Я всегда ему верила, считала его честным и благородным. И – вот…
Это был слом в моей жизни. Мне не хотелось уже никому верить. Мне вообще ничего не хотелось. Я ничего не видела в будущем, я бросила вызов отцу, маме, себе, всем… И я потопала на прогулку вместе с Ленкой. И я пустилась во все тяжкие – стала курить и быстро подсела.
Вскоре для меня стало плёвым делом выкурить в день одну-две пачки сигарет. А Ленка, подумать только, изливала мне личное.
– Эх, Марианка! – надув губы, доверительно произносила она перед очередным девичьим трёпом.
Почему она вроде уважала меня?
Я, таким образом, уже знала, как однажды, выкурив гашишу, Ленка хулиганила на улице, кидаясь камнями, её схватили и посадили за решётку в темницу. Внёс за неё деньги и освободил из темницы её отец. Но дома он выдрал её солдатским ремнём. И она ходила в синяках на спине, с красными от скупых слёз наглой девки глазами.
Вскоре отец её стал гвардейцем, чтобы впредь под свою ответственность забирать дочь из темницы, если она снова туда попадёт.

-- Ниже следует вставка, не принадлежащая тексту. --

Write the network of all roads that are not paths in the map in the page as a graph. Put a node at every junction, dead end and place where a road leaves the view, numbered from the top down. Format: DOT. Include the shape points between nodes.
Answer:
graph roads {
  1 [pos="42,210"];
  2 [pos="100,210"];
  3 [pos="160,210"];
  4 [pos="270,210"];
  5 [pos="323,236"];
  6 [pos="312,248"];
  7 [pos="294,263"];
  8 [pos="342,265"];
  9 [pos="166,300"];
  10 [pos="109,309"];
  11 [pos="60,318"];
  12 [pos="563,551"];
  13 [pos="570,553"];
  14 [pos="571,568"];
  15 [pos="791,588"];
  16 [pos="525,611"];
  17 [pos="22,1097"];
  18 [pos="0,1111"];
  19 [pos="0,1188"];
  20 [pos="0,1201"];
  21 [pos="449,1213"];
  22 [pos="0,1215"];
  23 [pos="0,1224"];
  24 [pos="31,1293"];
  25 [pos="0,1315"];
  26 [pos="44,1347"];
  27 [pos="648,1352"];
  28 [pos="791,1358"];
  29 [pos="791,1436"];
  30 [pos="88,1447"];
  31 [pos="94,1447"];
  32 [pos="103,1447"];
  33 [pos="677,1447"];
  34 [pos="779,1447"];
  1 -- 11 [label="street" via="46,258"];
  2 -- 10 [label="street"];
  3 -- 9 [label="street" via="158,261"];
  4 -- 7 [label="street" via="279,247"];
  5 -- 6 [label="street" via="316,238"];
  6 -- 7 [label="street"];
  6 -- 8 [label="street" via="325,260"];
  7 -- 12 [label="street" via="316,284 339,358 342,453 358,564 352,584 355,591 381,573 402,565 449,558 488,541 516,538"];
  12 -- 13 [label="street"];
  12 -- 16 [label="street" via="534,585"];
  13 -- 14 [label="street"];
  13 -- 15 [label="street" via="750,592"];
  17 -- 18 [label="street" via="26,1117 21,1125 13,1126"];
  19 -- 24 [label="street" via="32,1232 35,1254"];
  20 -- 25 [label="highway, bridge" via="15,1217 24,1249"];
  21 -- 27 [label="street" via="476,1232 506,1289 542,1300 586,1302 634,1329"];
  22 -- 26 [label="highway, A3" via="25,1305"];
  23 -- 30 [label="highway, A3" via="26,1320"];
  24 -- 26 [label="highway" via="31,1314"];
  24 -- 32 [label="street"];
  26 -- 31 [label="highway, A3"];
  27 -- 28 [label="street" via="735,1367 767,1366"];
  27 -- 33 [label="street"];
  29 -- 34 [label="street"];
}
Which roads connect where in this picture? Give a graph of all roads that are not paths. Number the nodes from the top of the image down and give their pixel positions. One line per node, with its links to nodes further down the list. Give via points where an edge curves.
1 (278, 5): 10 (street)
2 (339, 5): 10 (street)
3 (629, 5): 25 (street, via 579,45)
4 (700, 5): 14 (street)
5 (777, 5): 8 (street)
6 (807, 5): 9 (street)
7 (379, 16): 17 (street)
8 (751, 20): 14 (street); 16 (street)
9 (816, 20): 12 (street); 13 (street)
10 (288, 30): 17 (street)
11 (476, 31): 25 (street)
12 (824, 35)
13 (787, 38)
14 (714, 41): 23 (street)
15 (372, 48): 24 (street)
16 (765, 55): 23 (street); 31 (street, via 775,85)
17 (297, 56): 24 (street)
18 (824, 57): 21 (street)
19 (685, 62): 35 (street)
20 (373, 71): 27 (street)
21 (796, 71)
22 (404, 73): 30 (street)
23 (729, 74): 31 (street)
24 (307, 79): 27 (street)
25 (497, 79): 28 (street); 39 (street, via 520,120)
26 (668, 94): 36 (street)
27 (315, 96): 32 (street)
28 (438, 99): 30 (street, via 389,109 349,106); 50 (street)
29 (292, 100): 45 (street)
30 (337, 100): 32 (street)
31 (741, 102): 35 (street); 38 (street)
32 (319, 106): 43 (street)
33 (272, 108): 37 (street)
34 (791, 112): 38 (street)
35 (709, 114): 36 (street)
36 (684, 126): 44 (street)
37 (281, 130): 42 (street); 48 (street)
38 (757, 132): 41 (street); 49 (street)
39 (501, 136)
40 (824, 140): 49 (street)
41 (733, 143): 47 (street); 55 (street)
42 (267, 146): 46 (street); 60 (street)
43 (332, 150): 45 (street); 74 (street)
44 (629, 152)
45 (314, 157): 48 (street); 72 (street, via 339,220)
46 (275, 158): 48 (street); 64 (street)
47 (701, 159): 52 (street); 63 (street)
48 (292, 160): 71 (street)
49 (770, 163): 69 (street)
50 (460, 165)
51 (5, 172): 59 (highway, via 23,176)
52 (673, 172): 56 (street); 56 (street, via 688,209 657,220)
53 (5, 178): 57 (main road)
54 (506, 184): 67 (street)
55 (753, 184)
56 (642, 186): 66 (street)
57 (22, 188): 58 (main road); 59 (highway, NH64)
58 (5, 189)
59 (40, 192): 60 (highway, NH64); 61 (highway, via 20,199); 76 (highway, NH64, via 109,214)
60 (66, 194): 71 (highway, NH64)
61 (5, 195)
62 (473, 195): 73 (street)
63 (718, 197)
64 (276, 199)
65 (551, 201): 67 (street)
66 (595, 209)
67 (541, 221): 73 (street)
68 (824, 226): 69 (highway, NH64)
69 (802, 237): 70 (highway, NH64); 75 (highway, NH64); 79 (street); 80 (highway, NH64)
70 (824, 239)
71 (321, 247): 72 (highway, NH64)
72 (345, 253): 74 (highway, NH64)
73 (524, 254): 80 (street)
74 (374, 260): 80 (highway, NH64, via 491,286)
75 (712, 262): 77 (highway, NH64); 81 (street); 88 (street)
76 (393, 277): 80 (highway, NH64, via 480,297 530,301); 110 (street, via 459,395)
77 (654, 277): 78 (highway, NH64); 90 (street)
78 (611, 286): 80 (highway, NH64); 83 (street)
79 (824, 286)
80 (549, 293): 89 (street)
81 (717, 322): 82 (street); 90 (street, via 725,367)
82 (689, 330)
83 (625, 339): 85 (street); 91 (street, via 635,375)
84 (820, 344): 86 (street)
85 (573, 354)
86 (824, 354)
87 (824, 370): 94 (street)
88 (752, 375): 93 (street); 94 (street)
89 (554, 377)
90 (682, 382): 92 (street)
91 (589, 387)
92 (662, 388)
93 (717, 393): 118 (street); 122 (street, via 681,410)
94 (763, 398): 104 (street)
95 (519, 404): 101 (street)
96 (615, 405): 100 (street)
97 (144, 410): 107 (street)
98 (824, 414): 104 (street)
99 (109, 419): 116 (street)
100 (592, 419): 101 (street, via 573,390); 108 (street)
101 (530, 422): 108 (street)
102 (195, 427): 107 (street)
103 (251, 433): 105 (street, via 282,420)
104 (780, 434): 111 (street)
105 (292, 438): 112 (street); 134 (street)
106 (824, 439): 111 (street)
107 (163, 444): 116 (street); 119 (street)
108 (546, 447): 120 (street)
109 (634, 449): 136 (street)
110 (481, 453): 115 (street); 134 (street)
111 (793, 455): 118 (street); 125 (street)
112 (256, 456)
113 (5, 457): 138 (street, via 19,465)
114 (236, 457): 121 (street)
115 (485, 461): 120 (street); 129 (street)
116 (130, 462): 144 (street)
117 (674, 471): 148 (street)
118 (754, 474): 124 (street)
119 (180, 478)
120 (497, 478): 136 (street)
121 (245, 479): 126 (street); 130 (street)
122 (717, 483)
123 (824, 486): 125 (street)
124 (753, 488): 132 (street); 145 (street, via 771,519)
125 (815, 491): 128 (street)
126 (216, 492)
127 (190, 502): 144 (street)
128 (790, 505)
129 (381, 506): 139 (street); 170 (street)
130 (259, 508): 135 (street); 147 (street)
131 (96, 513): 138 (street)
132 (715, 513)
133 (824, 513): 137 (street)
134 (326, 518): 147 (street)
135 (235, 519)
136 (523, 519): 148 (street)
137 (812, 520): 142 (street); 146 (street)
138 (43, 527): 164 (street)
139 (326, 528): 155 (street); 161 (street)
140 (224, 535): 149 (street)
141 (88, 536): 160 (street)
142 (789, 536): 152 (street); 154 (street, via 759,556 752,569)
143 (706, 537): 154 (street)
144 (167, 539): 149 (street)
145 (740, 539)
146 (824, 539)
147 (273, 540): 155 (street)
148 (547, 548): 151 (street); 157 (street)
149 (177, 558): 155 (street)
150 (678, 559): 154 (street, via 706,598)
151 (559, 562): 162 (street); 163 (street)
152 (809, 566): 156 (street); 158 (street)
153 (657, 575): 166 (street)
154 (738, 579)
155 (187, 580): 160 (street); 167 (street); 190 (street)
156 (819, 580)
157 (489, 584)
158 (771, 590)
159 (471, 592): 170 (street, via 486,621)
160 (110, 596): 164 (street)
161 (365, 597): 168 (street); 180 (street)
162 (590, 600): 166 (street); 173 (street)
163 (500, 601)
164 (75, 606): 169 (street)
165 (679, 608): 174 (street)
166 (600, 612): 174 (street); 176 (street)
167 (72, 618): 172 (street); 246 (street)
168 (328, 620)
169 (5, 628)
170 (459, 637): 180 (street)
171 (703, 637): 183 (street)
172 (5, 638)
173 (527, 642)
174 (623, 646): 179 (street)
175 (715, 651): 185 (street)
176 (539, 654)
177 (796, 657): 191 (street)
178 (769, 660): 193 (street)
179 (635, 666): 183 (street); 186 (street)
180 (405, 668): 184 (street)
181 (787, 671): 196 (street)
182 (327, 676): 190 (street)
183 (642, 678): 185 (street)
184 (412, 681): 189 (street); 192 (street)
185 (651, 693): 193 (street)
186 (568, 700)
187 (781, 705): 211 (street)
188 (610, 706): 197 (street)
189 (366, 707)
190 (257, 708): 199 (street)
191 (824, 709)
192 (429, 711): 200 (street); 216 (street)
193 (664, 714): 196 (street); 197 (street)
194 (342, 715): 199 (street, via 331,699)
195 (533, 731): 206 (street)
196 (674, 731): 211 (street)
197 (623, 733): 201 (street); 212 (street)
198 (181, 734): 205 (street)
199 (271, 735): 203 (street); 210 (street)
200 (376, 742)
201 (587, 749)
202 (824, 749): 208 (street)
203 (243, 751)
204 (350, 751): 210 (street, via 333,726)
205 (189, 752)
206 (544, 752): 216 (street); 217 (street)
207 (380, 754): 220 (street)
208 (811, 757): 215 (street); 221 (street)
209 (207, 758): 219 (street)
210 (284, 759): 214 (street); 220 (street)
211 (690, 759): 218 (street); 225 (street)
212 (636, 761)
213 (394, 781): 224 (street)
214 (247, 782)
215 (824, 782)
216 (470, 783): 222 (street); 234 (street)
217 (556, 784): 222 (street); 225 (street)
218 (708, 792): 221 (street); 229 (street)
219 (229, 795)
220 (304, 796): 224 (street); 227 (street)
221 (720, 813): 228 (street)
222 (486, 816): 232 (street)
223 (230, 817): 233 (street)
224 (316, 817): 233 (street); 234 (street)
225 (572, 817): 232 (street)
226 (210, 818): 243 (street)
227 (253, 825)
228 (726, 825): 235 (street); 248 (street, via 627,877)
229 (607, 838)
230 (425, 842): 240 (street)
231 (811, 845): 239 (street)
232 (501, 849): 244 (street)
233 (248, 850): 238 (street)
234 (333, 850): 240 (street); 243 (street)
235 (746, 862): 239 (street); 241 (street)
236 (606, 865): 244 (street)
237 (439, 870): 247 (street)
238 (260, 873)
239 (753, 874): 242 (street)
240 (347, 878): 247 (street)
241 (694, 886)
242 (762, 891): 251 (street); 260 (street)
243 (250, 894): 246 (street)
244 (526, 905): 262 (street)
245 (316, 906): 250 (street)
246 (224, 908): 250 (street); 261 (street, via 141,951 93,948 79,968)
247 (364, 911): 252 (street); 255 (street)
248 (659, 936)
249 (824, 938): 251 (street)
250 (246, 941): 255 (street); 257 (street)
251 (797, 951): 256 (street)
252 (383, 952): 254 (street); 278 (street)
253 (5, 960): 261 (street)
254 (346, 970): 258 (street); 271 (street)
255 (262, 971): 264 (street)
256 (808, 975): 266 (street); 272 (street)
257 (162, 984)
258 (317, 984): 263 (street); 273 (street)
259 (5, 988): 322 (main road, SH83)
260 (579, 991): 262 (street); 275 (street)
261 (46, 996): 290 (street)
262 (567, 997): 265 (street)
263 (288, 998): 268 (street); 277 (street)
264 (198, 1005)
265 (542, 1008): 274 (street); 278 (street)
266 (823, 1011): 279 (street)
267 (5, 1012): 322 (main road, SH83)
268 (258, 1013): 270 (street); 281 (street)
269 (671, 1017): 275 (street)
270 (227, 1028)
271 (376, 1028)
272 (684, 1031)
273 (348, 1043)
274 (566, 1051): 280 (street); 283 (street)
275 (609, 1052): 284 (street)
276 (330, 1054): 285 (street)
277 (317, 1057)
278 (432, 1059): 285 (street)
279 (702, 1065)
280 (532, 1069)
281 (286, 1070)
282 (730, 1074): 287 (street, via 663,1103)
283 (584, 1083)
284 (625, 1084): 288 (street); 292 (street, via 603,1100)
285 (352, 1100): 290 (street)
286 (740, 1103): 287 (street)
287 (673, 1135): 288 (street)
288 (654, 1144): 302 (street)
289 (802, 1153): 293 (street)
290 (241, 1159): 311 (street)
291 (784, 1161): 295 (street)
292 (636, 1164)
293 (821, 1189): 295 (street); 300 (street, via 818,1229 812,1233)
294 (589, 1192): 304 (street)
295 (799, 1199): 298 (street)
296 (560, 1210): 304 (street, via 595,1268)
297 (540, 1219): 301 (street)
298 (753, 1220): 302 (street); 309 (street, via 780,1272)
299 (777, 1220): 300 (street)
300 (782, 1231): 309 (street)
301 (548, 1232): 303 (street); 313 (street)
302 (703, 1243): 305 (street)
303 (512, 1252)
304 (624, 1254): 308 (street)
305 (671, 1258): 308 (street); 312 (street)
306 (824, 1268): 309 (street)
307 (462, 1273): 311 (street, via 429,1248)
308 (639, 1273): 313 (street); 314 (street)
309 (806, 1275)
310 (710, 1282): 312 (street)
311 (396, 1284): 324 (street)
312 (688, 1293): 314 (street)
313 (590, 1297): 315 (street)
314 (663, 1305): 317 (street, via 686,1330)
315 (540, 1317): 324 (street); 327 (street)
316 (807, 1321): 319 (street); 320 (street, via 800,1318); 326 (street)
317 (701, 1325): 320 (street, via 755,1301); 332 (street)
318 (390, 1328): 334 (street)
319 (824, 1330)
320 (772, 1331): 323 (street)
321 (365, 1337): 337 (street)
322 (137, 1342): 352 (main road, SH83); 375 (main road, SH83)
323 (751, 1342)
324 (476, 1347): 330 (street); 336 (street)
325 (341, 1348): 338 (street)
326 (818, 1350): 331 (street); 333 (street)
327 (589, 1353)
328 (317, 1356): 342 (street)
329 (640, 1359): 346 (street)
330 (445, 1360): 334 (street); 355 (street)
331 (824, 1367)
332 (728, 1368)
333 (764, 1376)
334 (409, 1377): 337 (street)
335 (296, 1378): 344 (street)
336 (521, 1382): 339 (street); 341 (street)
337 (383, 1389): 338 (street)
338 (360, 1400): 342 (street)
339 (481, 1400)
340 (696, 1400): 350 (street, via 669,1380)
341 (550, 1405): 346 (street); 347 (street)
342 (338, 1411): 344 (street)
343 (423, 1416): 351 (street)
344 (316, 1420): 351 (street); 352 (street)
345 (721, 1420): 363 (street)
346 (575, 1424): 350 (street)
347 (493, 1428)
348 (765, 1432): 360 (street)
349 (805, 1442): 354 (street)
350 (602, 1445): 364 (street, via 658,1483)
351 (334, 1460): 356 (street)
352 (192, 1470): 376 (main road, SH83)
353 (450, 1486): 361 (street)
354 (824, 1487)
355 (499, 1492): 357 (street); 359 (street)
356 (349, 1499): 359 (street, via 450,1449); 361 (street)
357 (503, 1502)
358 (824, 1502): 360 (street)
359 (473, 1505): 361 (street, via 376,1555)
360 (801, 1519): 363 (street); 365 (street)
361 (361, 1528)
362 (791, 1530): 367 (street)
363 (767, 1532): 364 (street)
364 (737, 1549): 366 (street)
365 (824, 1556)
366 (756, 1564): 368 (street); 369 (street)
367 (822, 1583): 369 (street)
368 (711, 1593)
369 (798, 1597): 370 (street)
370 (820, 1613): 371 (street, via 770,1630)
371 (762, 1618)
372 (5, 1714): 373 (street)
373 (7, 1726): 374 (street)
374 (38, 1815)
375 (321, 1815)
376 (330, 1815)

Рано утром Ленка вела в ясли маленького братика. А вечером мы сидели с ней и ещё с Гретхен на скамейке, курили, у меня уже доходило до трёх пачек в день. Выпившая медовухи Ленка рассказывала мне, как мама купила ей на её двадцатилетие несколько пар новых шёлковых панталон – на кулиске-завязке и на резинке.
Ленка зычно распевала на лавочке песни. Андрей, её прихехешник, визжал, плясал в одиночку, бегал отлить за скамейку, играл в бильбоке.
Это всё было безнадежно, животно, забвенно, чувственно и офигенно…
И однажды мы завернули в ту старую крепость на холме, замшелую заброшку времён западных переселений, когда пресловутый Вейк ещё обозначали на картах.
Про эту крепость поговаривали разное. Но мы упорно шли – я, она и Андрей. А когда пересекали поле, то у берёзовой рощицы увидели Грету, которая в томном одиночестве стреляла из арбалета в сухое дерево. Раз за разом, освобождаясь от какой-то внутренней, только ей понятной фрустрации. И снова её глаза – то маслено-хитрые, то потупленные – переключали две личности одной Гретхен – нагленькую и застенчивую.
Мы взяли её с собой, и она потопала за нами, убрав арбалет со стрелами в специальный футляр за спиной, на манер котомки. Её фигуру снова облегал костюм амазонки. Она явно любила его, хотя амазонкой и не была – характерные внешние черты отсутствовали.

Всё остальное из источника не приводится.